┌────────

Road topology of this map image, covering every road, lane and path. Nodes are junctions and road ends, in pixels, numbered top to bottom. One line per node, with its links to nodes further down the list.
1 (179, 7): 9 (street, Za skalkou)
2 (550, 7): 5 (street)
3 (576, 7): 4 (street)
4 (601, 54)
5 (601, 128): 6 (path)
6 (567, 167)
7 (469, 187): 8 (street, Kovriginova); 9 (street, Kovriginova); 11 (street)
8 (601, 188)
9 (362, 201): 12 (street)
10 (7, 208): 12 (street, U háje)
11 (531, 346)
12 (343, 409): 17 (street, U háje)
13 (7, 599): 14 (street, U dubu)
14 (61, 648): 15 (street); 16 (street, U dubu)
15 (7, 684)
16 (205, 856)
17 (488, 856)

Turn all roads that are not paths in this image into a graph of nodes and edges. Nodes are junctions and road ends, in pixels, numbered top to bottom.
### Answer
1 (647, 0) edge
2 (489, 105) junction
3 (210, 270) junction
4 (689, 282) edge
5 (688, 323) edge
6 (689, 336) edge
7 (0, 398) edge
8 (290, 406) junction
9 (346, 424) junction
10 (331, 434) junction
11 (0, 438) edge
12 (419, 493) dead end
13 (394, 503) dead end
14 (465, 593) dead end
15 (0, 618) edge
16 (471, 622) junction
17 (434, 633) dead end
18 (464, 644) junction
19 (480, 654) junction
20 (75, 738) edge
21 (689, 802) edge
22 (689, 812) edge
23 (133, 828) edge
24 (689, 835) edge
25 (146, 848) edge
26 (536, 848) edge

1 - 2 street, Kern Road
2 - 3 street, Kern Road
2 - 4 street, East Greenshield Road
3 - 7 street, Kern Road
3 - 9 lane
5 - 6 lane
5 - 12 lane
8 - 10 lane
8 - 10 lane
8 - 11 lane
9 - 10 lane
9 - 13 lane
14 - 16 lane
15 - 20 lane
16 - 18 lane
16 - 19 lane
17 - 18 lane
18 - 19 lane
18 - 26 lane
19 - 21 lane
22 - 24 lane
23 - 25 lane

└────────

Take the lines from the first line of the records through the line holding "Turn all roads", both included, and please reproduce them exactly with nothing added.

Road topology of this map image, covering every road, lane and path. Nodes are junctions and road ends, in pixels, numbered top to bottom. One line per node, with its links to nodes further down the list.
1 (179, 7): 9 (street, Za skalkou)
2 (550, 7): 5 (street)
3 (576, 7): 4 (street)
4 (601, 54)
5 (601, 128): 6 (path)
6 (567, 167)
7 (469, 187): 8 (street, Kovriginova); 9 (street, Kovriginova); 11 (street)
8 (601, 188)
9 (362, 201): 12 (street)
10 (7, 208): 12 (street, U háje)
11 (531, 346)
12 (343, 409): 17 (street, U háje)
13 (7, 599): 14 (street, U dubu)
14 (61, 648): 15 (street); 16 (street, U dubu)
15 (7, 684)
16 (205, 856)
17 (488, 856)

Turn all roads that are not paths in this image into a graph of nodes and edges. Nodes are junctions and road ends, in pixels, numbered top to bottom.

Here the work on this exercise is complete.